Holborn Dining Room, London, restaurant review

Date:13-05-2014 07:58:05 read:0

Holborn Dining Room, London, restaurant review

The latest grand, all-day brasserie to open near the Rosewood Hotel is a vibrant and engaging restaurant, more 'New Yorky' than its rivals

Holborn Dining Room: 'Vibrant and engaging' Photo: Martin Pope

Billy Joel sang about his “Uptown Girl”; conversely, Petula Clark cajoled miserable New Yorkers to go Downtown. But no recording artist has yet immortalised an urban locale of such unalleviated anonymity that it goes by designation of “Midtown”.

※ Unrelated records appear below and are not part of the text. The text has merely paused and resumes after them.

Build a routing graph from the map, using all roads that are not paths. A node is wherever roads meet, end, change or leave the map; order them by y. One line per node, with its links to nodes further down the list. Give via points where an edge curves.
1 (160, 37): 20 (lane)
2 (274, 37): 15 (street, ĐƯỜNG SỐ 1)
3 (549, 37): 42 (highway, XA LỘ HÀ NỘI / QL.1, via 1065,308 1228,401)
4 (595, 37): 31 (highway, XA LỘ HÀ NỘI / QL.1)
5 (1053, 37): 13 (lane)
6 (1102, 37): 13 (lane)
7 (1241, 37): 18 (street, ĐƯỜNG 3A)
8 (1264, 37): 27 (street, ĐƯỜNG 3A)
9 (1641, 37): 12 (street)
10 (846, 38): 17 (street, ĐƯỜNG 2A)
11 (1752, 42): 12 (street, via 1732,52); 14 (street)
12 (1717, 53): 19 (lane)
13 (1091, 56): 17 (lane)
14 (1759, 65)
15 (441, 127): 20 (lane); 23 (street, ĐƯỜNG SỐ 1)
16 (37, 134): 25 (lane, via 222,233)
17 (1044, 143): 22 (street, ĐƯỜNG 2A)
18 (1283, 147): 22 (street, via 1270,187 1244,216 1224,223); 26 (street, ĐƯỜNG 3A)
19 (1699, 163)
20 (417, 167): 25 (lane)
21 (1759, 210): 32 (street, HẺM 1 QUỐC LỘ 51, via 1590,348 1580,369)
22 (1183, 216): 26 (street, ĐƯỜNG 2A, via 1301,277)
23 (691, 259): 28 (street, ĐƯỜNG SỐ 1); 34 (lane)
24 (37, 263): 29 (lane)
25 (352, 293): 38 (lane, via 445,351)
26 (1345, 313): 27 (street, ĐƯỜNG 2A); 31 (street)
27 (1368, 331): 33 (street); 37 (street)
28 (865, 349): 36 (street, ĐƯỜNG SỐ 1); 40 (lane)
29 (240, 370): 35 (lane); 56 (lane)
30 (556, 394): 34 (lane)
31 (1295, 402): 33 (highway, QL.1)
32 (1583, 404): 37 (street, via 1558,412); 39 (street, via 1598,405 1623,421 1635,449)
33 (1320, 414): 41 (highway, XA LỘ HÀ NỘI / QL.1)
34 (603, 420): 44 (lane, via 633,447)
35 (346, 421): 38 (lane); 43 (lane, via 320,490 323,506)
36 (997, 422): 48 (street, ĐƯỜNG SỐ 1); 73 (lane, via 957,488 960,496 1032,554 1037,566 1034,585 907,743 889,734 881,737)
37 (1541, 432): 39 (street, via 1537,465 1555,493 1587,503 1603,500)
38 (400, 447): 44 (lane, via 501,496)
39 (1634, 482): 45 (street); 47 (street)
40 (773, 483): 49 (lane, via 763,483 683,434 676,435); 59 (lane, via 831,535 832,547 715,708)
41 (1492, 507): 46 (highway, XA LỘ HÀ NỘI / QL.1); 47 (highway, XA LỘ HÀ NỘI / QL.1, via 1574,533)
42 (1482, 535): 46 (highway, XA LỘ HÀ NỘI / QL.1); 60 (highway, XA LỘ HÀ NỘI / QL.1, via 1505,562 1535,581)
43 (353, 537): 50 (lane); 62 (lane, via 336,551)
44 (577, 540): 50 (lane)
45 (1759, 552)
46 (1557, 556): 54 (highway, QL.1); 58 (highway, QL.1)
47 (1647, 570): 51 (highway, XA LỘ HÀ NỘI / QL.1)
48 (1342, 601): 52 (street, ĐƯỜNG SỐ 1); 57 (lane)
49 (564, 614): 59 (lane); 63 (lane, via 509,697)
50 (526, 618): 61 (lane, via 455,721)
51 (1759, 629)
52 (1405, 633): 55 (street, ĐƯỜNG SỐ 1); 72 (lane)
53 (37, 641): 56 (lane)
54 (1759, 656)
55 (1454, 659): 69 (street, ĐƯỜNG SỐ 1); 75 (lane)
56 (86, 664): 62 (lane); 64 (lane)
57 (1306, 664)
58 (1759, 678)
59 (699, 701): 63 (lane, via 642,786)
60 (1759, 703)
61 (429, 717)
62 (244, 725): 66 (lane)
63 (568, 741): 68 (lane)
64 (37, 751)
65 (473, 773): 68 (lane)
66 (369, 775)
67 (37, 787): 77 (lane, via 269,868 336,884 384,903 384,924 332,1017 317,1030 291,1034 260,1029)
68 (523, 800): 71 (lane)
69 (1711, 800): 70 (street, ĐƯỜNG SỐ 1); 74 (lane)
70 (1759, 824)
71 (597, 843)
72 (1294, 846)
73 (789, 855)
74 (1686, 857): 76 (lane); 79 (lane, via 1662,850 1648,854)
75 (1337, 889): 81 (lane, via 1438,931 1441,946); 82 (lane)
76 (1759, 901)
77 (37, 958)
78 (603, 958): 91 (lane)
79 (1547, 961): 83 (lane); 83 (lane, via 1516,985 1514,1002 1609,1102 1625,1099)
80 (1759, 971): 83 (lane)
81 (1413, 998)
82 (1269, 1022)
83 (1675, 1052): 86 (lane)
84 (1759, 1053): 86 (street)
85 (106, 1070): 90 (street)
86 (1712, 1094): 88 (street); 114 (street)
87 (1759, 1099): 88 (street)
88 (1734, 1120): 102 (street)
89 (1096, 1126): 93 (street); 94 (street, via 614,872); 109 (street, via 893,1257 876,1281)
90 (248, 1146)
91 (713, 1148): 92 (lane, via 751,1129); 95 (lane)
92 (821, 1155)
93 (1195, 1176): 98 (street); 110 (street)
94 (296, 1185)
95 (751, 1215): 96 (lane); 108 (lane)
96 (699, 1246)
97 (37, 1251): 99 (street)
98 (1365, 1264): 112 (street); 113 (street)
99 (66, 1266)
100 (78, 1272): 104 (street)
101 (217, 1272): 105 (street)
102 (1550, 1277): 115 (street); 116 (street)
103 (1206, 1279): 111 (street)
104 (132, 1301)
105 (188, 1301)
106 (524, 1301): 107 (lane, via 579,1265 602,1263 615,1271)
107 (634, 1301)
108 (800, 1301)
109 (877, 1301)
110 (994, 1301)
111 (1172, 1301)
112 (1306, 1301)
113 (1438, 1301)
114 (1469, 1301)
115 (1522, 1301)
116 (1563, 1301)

Until recently, London knew no such entity. But thanks to the imagination for which the noble trade of estate agency is beloved, it does now. Midtown is the new, Manhattanish styling for the soulless, ugly, office-dominated area that is not far from the Strand, on the edge of the legal district, a brief stroll from Oxford Street, and not quite Covent Garden. While it may have its hidden treasures, the only attraction to lure me there over the past decade is the six-monthly dentist’s appointment, which may sum up its appeal well enough.

When an area is given a cool new name, it needs a cool new restaurant attached to underscore the coolness, and this service has been undertaken by the Rosewood Hotel. Attached to the magnificently marbled former home of Pearl Assurance is not only the Scarfe Bar, in which midtown’s jeunesse dorée may forget all their troubles (and forget all their cares) by gazing at savage cartoons by Gerald Scarfe over cocktails, but also Holborn Dining Room, the latest in an endless sequence of grand, all-day brasseries to have opened within a mile radius of this building in the past few years.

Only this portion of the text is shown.